My mother instilled in me the belief that “whatever you do on New Year’s Day, you’ll be doing for the rest of the year.” If that’s true, I’ll be laughing my way through 2018. And counting my blessings.
Mom and I spent Monday morning at my cousin Betty’s home, enjoying a customary bowl of ozoni (mochi soup). As far back as I can remember, Mom’s family has gathered together to start the new year properly. We’d feast all day on the traditional foods prepared by Betty’s mother, Mom’s eldest sister. After Auntie Alice passed away, 16 years ago, Betty assumed the role. On the drive home, Mom and I reflected on how grateful we are for family and friends, for health and humor, and for Betty having inherited her mother’s generous nature and culinary prowess. Betty’s ozoni is even better than Auntie Alice’s.
That night, I attended Bill Maher’s seventh annual New Year’s Day comedy concert at the Maui Arts & Cultural Center with my virtual brother, Brian Kohne. Brian and I have spent much of the past decade collaborating on creative endeavors and crying on each other’s shoulders. We’re both comedic storytellers; he does it on film and digital media, I do it on stage and in writing. We share a deep appreciation for irreverent humor, so the Maher show is naturally a “must-do” buddy date.
As is his tradition, Maher brought along a couple of big-name guests. This year he shared the Castle Theater stage (and a Maui vacation) with Bob Saget and Reggie Brown, which made this the most eclectic edition yet. Maher, of course, is always Maher: an acerbic political commentator, delivering his observations and opinions with as much outrage as wit. Brown is the incredibly spot-on Barack Obama impersonator who not only bears an uncanny resemblance to our local boy former president, but perfectly mimics his voice and gestures. Of the three comedians, Saget is the only traditional stand-up performer, and he was in top form Monday night, dirty and disgusting and downright hilarious. His set was my favorite of the night, but not of the week.
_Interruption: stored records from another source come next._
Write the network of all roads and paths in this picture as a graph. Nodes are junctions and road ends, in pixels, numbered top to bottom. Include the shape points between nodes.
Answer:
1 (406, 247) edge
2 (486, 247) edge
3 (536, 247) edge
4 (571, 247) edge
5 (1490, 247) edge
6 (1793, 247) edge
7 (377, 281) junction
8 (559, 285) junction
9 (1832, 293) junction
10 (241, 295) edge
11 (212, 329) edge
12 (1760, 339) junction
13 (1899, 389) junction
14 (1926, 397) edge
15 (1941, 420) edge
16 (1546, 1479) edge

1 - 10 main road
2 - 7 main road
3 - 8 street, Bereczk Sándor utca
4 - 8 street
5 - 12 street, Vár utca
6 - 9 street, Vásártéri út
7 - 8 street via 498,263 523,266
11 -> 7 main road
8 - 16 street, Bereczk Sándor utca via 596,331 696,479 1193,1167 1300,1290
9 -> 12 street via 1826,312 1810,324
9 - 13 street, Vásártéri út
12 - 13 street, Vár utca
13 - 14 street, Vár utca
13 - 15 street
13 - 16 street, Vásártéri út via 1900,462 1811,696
Two nights before, I had the privilege of performing on that very same stage, opening for Howie Mandel. Having been a Howie fan since his early stand-up days, I knew he could be as raunchy as Saget, so I felt free to go a little blue in my own set. It wasn’t the first time I talked about sex as a widow and used profanity on stage, but it was definitely the largest audience to witness my naughty side. Even Tita got pretty nasty that night.
Howie loved it and told me so, even giving me a congratulatory hug after my set. If you know how severe a germophobe he is, you can imagine how stunned I was when he embraced me.
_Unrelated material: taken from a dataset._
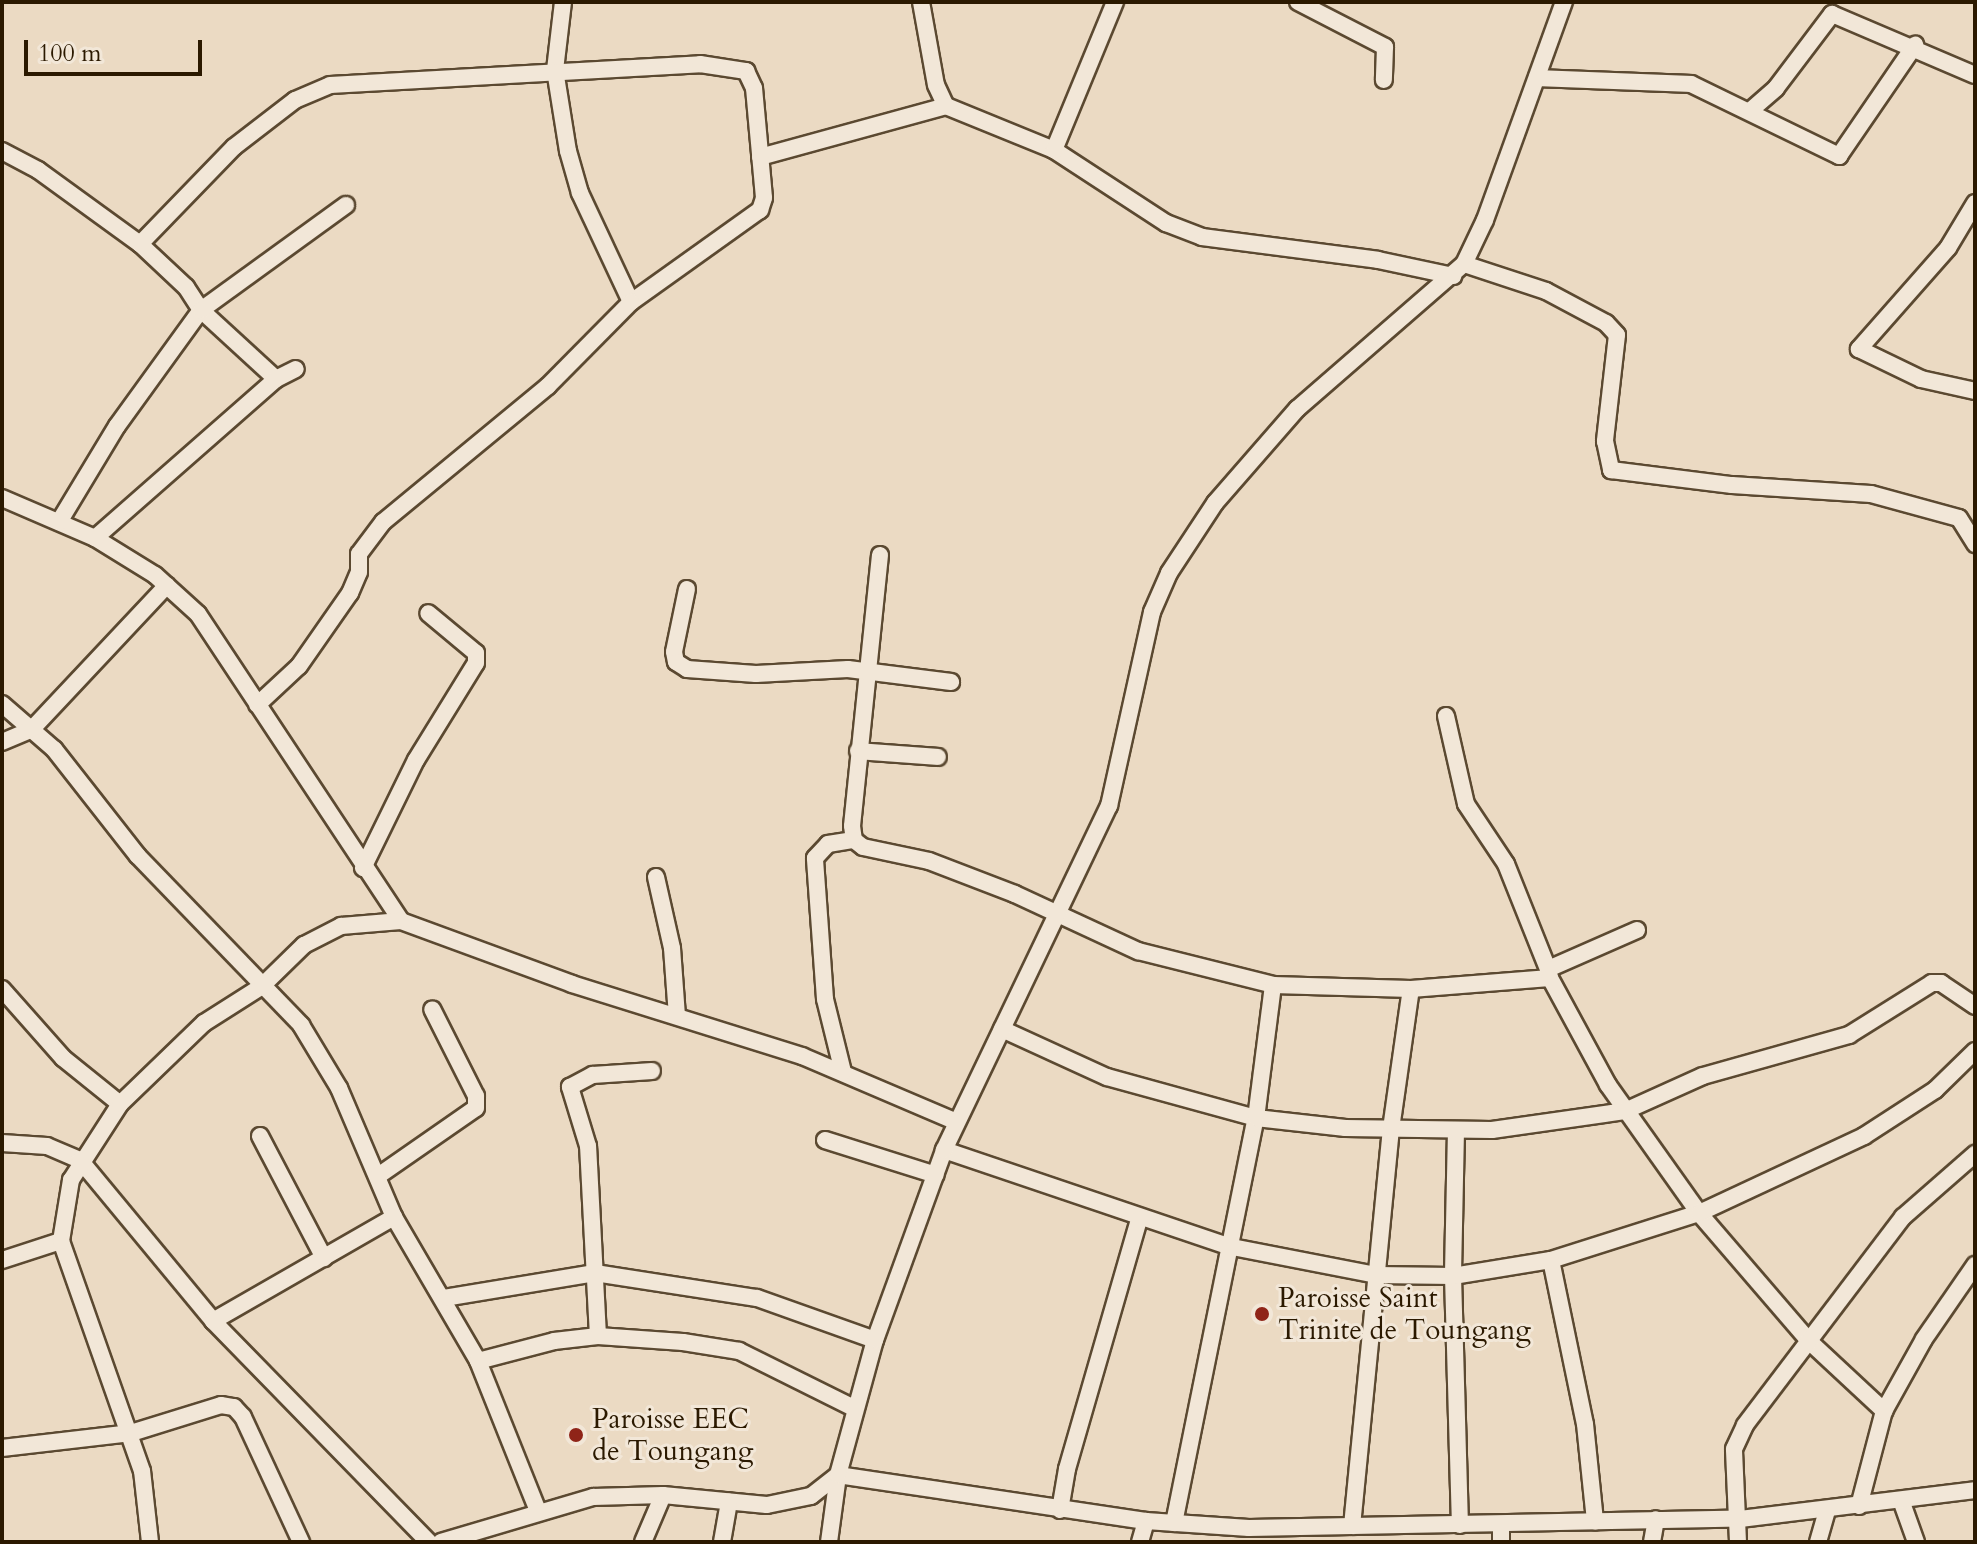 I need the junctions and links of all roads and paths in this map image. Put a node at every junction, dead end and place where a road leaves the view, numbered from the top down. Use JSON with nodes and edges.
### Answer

Brian accompanied me to the show as my cheerleader and calmer of nerves. Howie, too, had a best buddy visit backstage — comedian and producer Byron Allen. We got to chat for quite a while, and Brian and I were impressed with their graciousness and sincere manner of both men. Brian didn’t get a hug, though.
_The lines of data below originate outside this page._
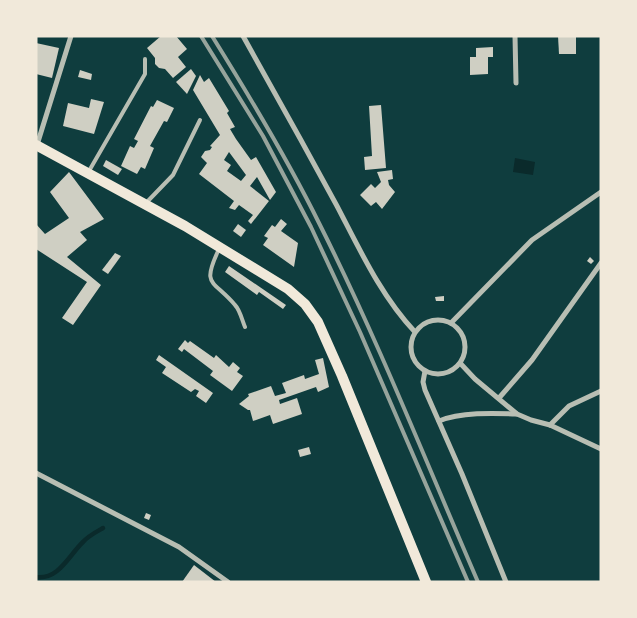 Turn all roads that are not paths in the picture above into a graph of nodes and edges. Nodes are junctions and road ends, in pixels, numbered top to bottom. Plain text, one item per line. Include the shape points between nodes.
1 (71, 36) edge
2 (243, 36) edge
3 (515, 36) edge
4 (145, 59) dead end
5 (516, 83) dead end
6 (200, 120) dead end
7 (36, 145) edge
8 (88, 173) junction
9 (601, 192) edge
10 (145, 204) junction
11 (220, 247) junction
12 (601, 263) edge
13 (451, 323) junction
14 (245, 326) dead end
15 (415, 332) junction
16 (460, 363) junction
17 (425, 371) junction
18 (601, 391) edge
19 (500, 398) junction
20 (517, 414) junction
21 (439, 421) junction
22 (550, 425) junction
23 (601, 449) edge
24 (36, 473) edge
25 (228, 582) edge
26 (426, 582) edge
27 (506, 582) edge

1 - 7 street
2 - 15 street via 367,263 394,307
3 - 5 street
4 - 8 lane via 145,74
6 - 10 lane via 173,175
7 - 8 main road
8 - 10 main road
9 - 13 street via 532,240
10 - 11 main road
11 - 14 lane via 209,272 212,283 237,306
11 - 26 main road via 288,289 318,322
12 - 19 street via 532,360
13 - 15 street via 432,321
13 - 16 street via 464,341
15 - 17 street via 411,354
16 - 17 street via 440,375
16 - 19 street
17 - 21 street via 425,390
18 - 22 street via 569,406
19 - 20 street
20 - 21 street via 449,417
20 - 22 street
21 - 27 street
22 - 23 street
24 - 25 street via 179,547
For me, even more gratifying than the Howie hug was the virtual embrace of the crowd. Maui audiences are notoriously warm and welcoming, and the folks in Castle Theater on Saturday night were the best ever. If you were there, I thank you for your love and laughter. Mahalo also to the MACC and to Howie for giving me this incredible opportunity.
Gratitude, laughter, love. I wish you the same in 2018. Happy New Year!